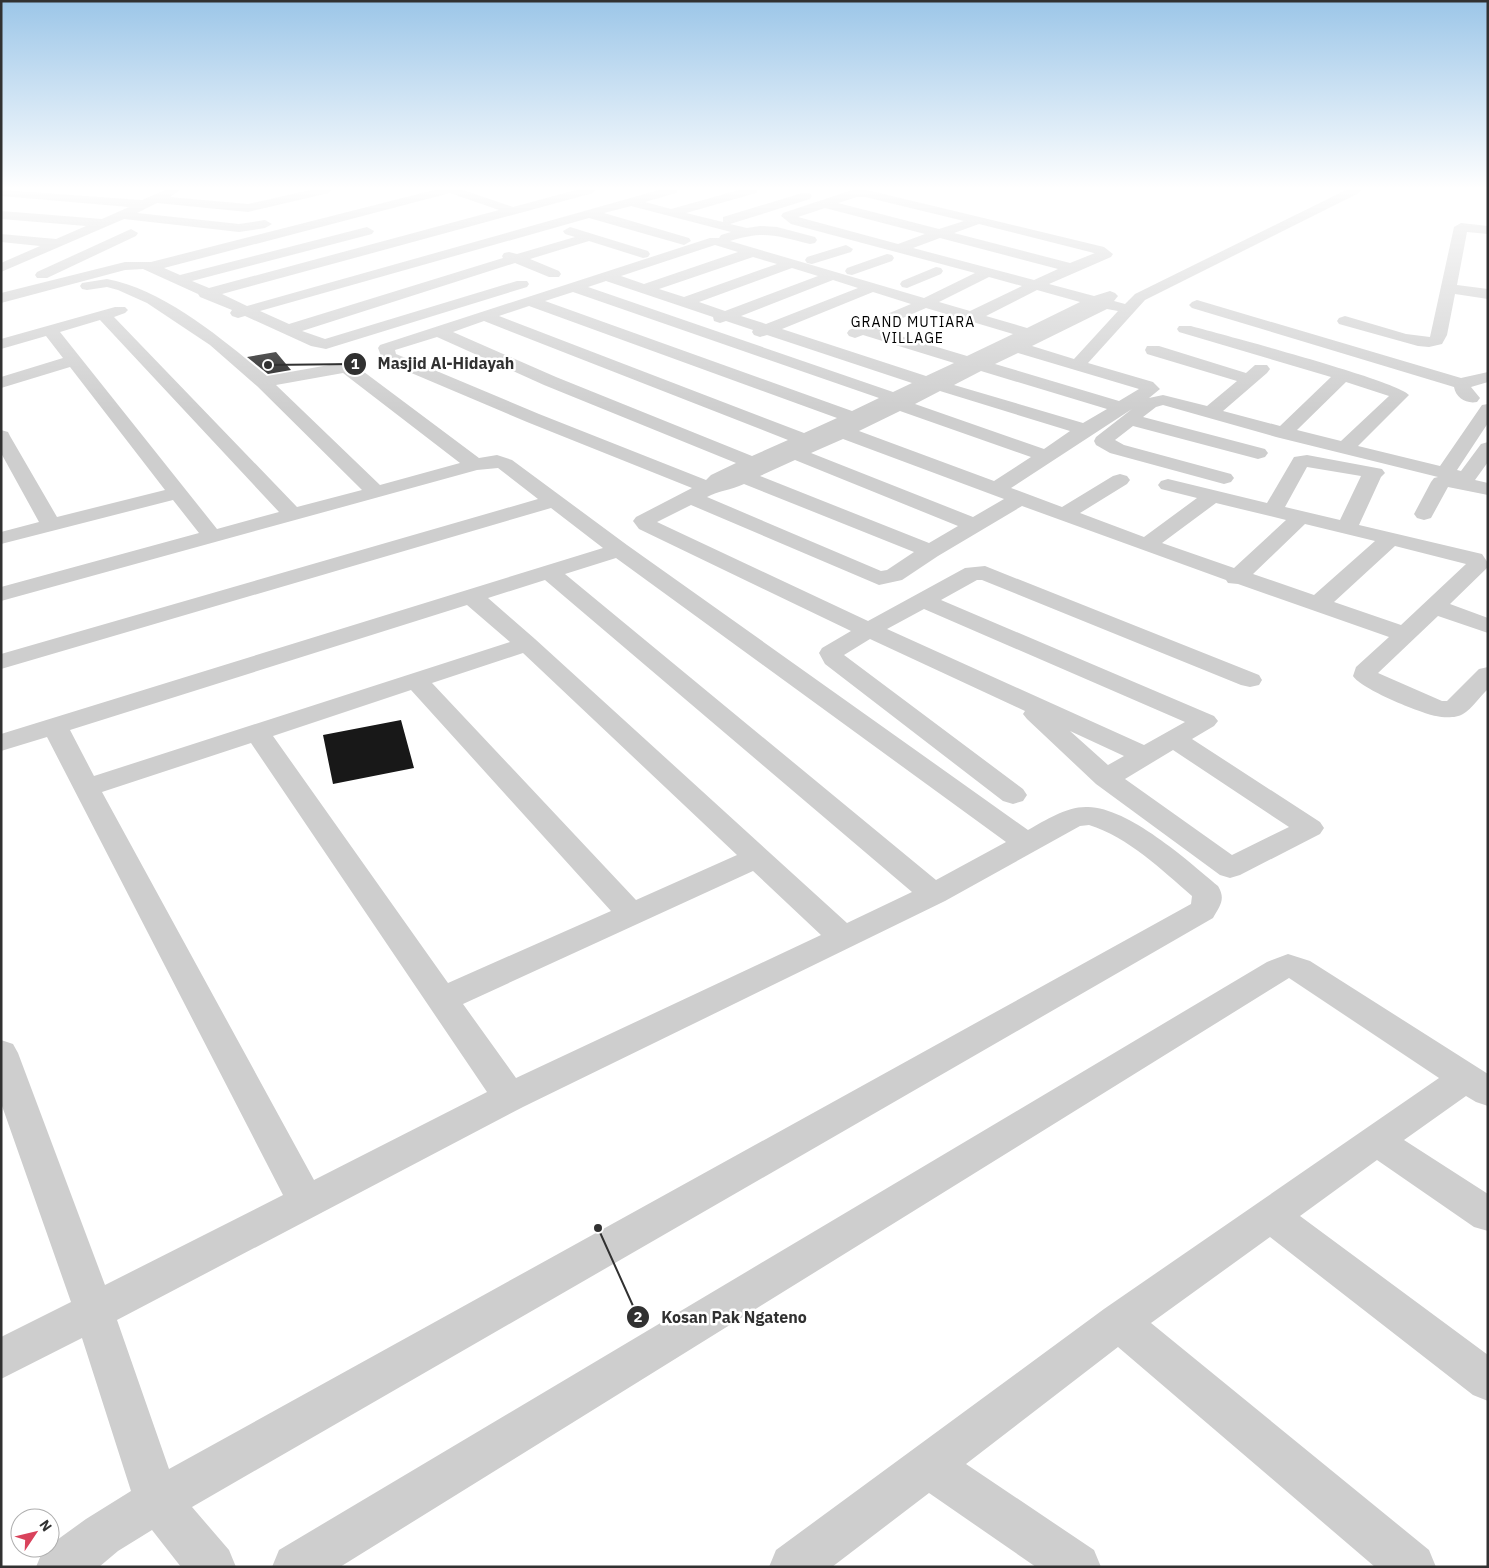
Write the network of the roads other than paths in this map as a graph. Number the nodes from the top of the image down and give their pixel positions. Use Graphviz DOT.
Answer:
graph roads {
  1 [pos="15,263"];
  2 [pos="69,263"];
  3 [pos="163,263"];
  4 [pos="242,263"];
  5 [pos="321,263"];
  6 [pos="416,263"];
  7 [pos="499,263"];
  8 [pos="528,263"];
  9 [pos="646,263"];
  10 [pos="719,263"];
  11 [pos="870,263"];
  12 [pos="918,263"];
  13 [pos="938,263"];
  14 [pos="1052,263"];
  15 [pos="1083,263"];
  16 [pos="1179,263"];
  17 [pos="1205,263"];
  18 [pos="1453,263"];
  19 [pos="318,264"];
  20 [pos="790,264"];
  21 [pos="149,267"];
  22 [pos="571,268"];
  23 [pos="1071,268"];
  24 [pos="1,270"];
  25 [pos="852,271"];
  26 [pos="987,273"];
  27 [pos="554,274"];
  28 [pos="42,276"];
  29 [pos="606,276"];
  30 [pos="832,276"];
  31 [pos="1149,277"];
  32 [pos="361,279"];
  33 [pos="178,280"];
  34 [pos="85,282"];
  35 [pos="907,284"];
  36 [pos="1034,286"];
  37 [pos="572,287"];
  38 [pos="870,288"];
  39 [pos="1448,288"];
  40 [pos="644,289"];
  41 [pos="205,294"];
  42 [pos="401,294"];
  43 [pos="1488,294"];
  44 [pos="1111,296"];
  45 [pos="1140,296"];
  46 [pos="1,298"];
  47 [pos="152,300"];
  48 [pos="529,301"];
  49 [pos="684,302"];
  50 [pos="924,304"];
  51 [pos="1197,305"];
  52 [pos="1128,308"];
  53 [pos="1,309"];
  54 [pos="440,310"];
  55 [pos="247,311"];
  56 [pos="906,312"];
  57 [pos="104,315"];
  58 [pos="484,316"];
  59 [pos="726,316"];
  60 [pos="971,316"];
  61 [pos="219,319"];
  62 [pos="1345,321"];
  63 [pos="693,328"];
  64 [pos="768,329"];
  65 [pos="1185,329"];
  66 [pos="50,330"];
  67 [pos="288,330"];
  68 [pos="862,330"];
  69 [pos="438,331"];
  70 [pos="1031,334"];
  71 [pos="714,336"];
  72 [pos="734,342"];
  73 [pos="1,344"];
  74 [pos="647,345"];
  75 [pos="821,346"];
  76 [pos="1013,346"];
  77 [pos="1153,350"];
  78 [pos="1278,356"];
  79 [pos="75,360"];
  80 [pos="600,361"];
  81 [pos="668,364"];
  82 [pos="974,364"];
  83 [pos="1077,366"];
  84 [pos="622,370"];
  85 [pos="1343,375"];
  86 [pos="1488,377"];
  87 [pos="647,379"];
  88 [pos="1249,379"];
  89 [pos="550,381"];
  90 [pos="264,382"];
  91 [pos="1,383"];
  92 [pos="932,384"];
  93 [pos="1463,384"];
  94 [pos="1174,387"];
  95 [pos="570,389"];
  96 [pos="592,398"];
  97 [pos="491,399"];
  98 [pos="894,401"];
  99 [pos="1216,407"];
  100 [pos="1488,408"];
  101 [pos="1125,413"];
  102 [pos="533,418"];
  103 [pos="842,426"];
  104 [pos="1085,430"];
  105 [pos="1283,433"];
  106 [pos="1,436"];
  107 [pos="795,448"];
  108 [pos="1345,448"];
  109 [pos="1488,448"];
  110 [pos="1258,453"];
  111 [pos="1046,456"];
  112 [pos="475,466"];
  113 [pos="743,471"];
  114 [pos="1445,472"];
  115 [pos="1373,473"];
  116 [pos="1224,478"];
  117 [pos="1402,478"];
  118 [pos="1120,480"];
  119 [pos="1464,481"];
  120 [pos="1168,485"];
  121 [pos="996,489"];
  122 [pos="1488,490"];
  123 [pos="704,491"];
  124 [pos="177,492"];
  125 [pos="376,492"];
  126 [pos="1211,497"];
  127 [pos="1020,499"];
  128 [pos="553,501"];
  129 [pos="1272,511"];
  130 [pos="292,514"];
  131 [pos="1064,514"];
  132 [pos="1424,514"];
  133 [pos="1301,517"];
  134 [pos="51,525"];
  135 [pos="975,525"];
  136 [pos="1347,528"];
  137 [pos="212,537"];
  138 [pos="1,538"];
  139 [pos="1391,538"];
  140 [pos="1146,545"];
  141 [pos="619,550"];
  142 [pos="930,551"];
  143 [pos="549,572"];
  144 [pos="1236,578"];
  145 [pos="1,594"];
  146 [pos="471,596"];
  147 [pos="925,601"];
  148 [pos="1317,605"];
  149 [pos="1433,606"];
  150 [pos="1488,626"];
  151 [pos="869,630"];
  152 [pos="1404,634"];
  153 [pos="527,644"];
  154 [pos="1,662"];
  155 [pos="1488,674"];
  156 [pos="416,680"];
  157 [pos="1250,680"];
  158 [pos="1016,696"];
  159 [pos="55,726"];
  160 [pos="257,732"];
  161 [pos="1174,740"];
  162 [pos="1,743"];
  163 [pos="1146,756"];
  164 [pos="1106,778"];
  165 [pos="86,788"];
  166 [pos="1013,795"];
  167 [pos="1028,844"];
  168 [pos="756,858"];
  169 [pos="934,894"];
  170 [pos="631,913"];
  171 [pos="843,937"];
  172 [pos="444,999"];
  173 [pos="1,1053"];
  174 [pos="1476,1085"];
  175 [pos="510,1098"];
  176 [pos="1376,1140"];
  177 [pos="306,1202"];
  178 [pos="1488,1215"];
  179 [pos="1271,1216"];
  180 [pos="94,1311"];
  181 [pos="1119,1322"];
  182 [pos="1,1359"];
  183 [pos="1488,1381"];
  184 [pos="929,1466"];
  185 [pos="156,1501"];
  186 [pos="199,1551"];
  187 [pos="60,1567"];
  188 [pos="296,1567"];
  189 [pos="793,1567"];
  190 [pos="1076,1567"];
  191 [pos="1412,1567"];
  1 -- 24 [label="street"];
  2 -- 28 [label="street"];
  3 -- 21 [label="street"];
  4 -- 33 [label="street"];
  5 -- 19 [label="street"];
  6 -- 32 [label="street"];
  7 -- 42 [label="street"];
  8 -- 27 [label="street"];
  9 -- 29 [label="street"];
  10 -- 40 [label="street"];
  11 -- 25 [label="street"];
  12 -- 35 [label="street"];
  13 -- 26 [label="street"];
  14 -- 23 [label="street"];
  15 -- 23 [label="street"];
  16 -- 31 [label="street"];
  17 -- 45 [label="street"];
  18 -- 39 [label="street"];
  19 -- 32 [label="street"];
  19 -- 41 [label="street"];
  20 -- 30 [label="street"];
  20 -- 49 [label="street"];
  21 -- 33 [label="street"];
  21 -- 34 [label="street"];
  22 -- 27 [label="street"];
  23 -- 36 [label="street"];
  24 -- 28 [label="street"];
  26 -- 36 [label="street"];
  26 -- 50 [label="street"];
  27 -- 54 [label="street"];
  28 -- 34 [label="street"];
  29 -- 37 [label="street"];
  29 -- 40 [label="street"];
  30 -- 38 [label="street"];
  30 -- 59 [label="street"];
  32 -- 42 [label="street"];
  32 -- 55 [label="street"];
  33 -- 41 [label="street"];
  34 -- 46 [label="street"];
  34 -- 47 [label="street"];
  34 -- 53 [label="street"];
  36 -- 44 [label="street"];
  36 -- 60 [label="street"];
  37 -- 48 [label="street"];
  37 -- 63 [label="street"];
  38 -- 50 [label="street"];
  38 -- 64 [label="street"];
  39 -- 43 [label="street"];
  39 -- 62 [label="street"];
  40 -- 49 [label="street"];
  41 -- 55 [label="street"];
  42 -- 54 [label="street"];
  42 -- 67 [label="street"];
  44 -- 45 [label="street"];
  44 -- 52 [label="street"];
  44 -- 70 [label="street"];
  44 -- 76 [label="street"];
  45 -- 52 [label="street"];
  47 -- 57 [label="street"];
  47 -- 90 [label="street"];
  48 -- 58 [label="street"];
  48 -- 74 [label="street"];
  49 -- 59 [label="street"];
  50 -- 56 [label="street"];
  50 -- 60 [label="street"];
  51 -- 93 [label="street"];
  52 -- 83 [label="street"];
  54 -- 67 [label="street"];
  55 -- 61 [label="street"];
  55 -- 67 [label="street"];
  56 -- 68 [label="street"];
  56 -- 76 [label="street"];
  57 -- 66 [label="street"];
  57 -- 130 [label="street"];
  58 -- 69 [label="street"];
  58 -- 80 [label="street"];
  59 -- 63 [label="street"];
  59 -- 64 [label="street"];
  60 -- 70 [label="street"];
  63 -- 71 [label="street"];
  64 -- 72 [label="street"];
  64 -- 75 [label="street"];
  65 -- 78 [label="street"];
  66 -- 73 [label="street"];
  66 -- 79 [label="street"];
  68 -- 75 [label="street"];
  68 -- 82 [label="street"];
  69 -- 89 [label="street"];
  69 -- 97 [label="street"];
  70 -- 76 [label="street"];
  71 -- 72 [label="street"];
  71 -- 81 [label="street"];
  72 -- 98 [label="street"];
  74 -- 80 [label="street"];
  74 -- 81 [label="street"];
  75 -- 92 [label="street"];
  76 -- 82 [label="street"];
  76 -- 83 [label="street"];
  77 -- 88 [label="street"];
  78 -- 85 [label="street"];
  78 -- 88 [label="street"];
  79 -- 91 [label="street"];
  79 -- 124 [label="street"];
  80 -- 84 [label="street"];
  81 -- 87 [label="street"];
  81 -- 103 [label="street"];
  82 -- 92 [label="street"];
  82 -- 101 [label="street"];
  83 -- 101 [label="street"];
  84 -- 87 [label="street"];
  84 -- 95 [label="street"];
  85 -- 105 [label="street"];
  85 -- 108 [label="street"];
  86 -- 93 [label="street"];
  87 -- 107 [label="street"];
  88 -- 99 [label="street"];
  89 -- 95 [label="street"];
  89 -- 97 [label="street"];
  90 -- 112 [label="street"];
  90 -- 125 [label="street"];
  92 -- 98 [label="street"];
  92 -- 104 [label="street"];
  93 -- 100 [label="street"];
  94 -- 99 [label="street"];
  95 -- 96 [label="street"];
  96 -- 102 [label="street"];
  96 -- 113 [label="street"];
  97 -- 102 [label="street"];
  98 -- 103 [label="street"];
  98 -- 111 [label="street"];
  99 -- 101 [label="street"];
  99 -- 105 [label="street"];
  100 -- 114 [label="street"];
  101 -- 104 [label="street"];
  101 -- 110 [label="street"];
  101 -- 116 [label="street"];
  102 -- 123 [label="street"];
  103 -- 107 [label="street"];
  103 -- 121 [label="street"];
  104 -- 111 [label="street"];
  105 -- 108 [label="street"];
  106 -- 134 [label="street"];
  107 -- 113 [label="street"];
  107 -- 135 [label="street"];
  108 -- 114 [label="street"];
  109 -- 119 [label="street"];
  111 -- 121 [label="street"];
  112 -- 125 [label="street"];
  112 -- 128 [label="street"];
  113 -- 123 [label="street"];
  113 -- 142 [label="street"];
  114 -- 119 [label="street"];
  115 -- 117 [label="street"];
  115 -- 129 [label="street"];
  115 -- 136 [label="street"];
  118 -- 131 [label="street"];
  119 -- 122 [label="street"];
  119 -- 132 [label="street"];
  120 -- 126 [label="street"];
  121 -- 127 [label="street"];
  123 -- 142 [label="street"];
  123 -- 151 [label="street"];
  124 -- 134 [label="street"];
  124 -- 137 [label="street"];
  125 -- 130 [label="street"];
  126 -- 129 [label="street"];
  126 -- 140 [label="street"];
  127 -- 131 [label="street"];
  127 -- 135 [label="street"];
  128 -- 141 [label="street"];
  128 -- 154 [label="street"];
  129 -- 133 [label="street"];
  130 -- 137 [label="street"];
  131 -- 140 [label="street"];
  133 -- 136 [label="street"];
  133 -- 144 [label="street"];
  134 -- 138 [label="street"];
  135 -- 142 [label="street"];
  136 -- 139 [label="street"];
  137 -- 145 [label="street"];
  139 -- 148 [label="street"];
  139 -- 149 [label="street"];
  140 -- 144 [label="street"];
  141 -- 143 [label="street"];
  141 -- 167 [label="street"];
  143 -- 146 [label="street"];
  143 -- 169 [label="street"];
  144 -- 148 [label="street"];
  146 -- 153 [label="street"];
  146 -- 159 [label="street"];
  147 -- 151 [label="street"];
  147 -- 157 [label="street"];
  147 -- 161 [label="street"];
  148 -- 152 [label="street"];
  149 -- 150 [label="street"];
  149 -- 152 [label="street"];
  151 -- 158 [label="street"];
  151 -- 166 [label="street"];
  152 -- 155 [label="street"];
  153 -- 156 [label="street"];
  153 -- 168 [label="street"];
  156 -- 160 [label="street"];
  156 -- 170 [label="street"];
  158 -- 163 [label="street"];
  158 -- 164 [label="street"];
  159 -- 162 [label="street"];
  159 -- 165 [label="street"];
  160 -- 165 [label="street"];
  160 -- 172 [label="street"];
  161 -- 163 [label="street"];
  161 -- 164 [label="street"];
  163 -- 164 [label="street"];
  165 -- 177 [label="street"];
  167 -- 169 [label="street"];
  167 -- 185 [label="street"];
  168 -- 170 [label="street"];
  168 -- 171 [label="street"];
  169 -- 171 [label="street"];
  170 -- 172 [label="street"];
  171 -- 175 [label="street"];
  172 -- 175 [label="street"];
  173 -- 180 [label="street"];
  174 -- 176 [label="street"];
  174 -- 188 [label="street"];
  175 -- 177 [label="street"];
  176 -- 178 [label="street"];
  176 -- 179 [label="street"];
  177 -- 180 [label="street"];
  179 -- 181 [label="street"];
  179 -- 183 [label="street"];
  180 -- 182 [label="street"];
  180 -- 185 [label="street"];
  181 -- 184 [label="street"];
  181 -- 191 [label="street"];
  184 -- 189 [label="street"];
  184 -- 190 [label="street"];
  185 -- 186 [label="street"];
  185 -- 187 [label="street"];
}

┄┄┄┄┄┄

Find and copy each line in the material above where the string "roads" occurs.

Write the network of the roads other than paths in this map as a graph. Number the nodes from the top of the image down and give their pixel positions. Use Graphviz DOT.
graph roads {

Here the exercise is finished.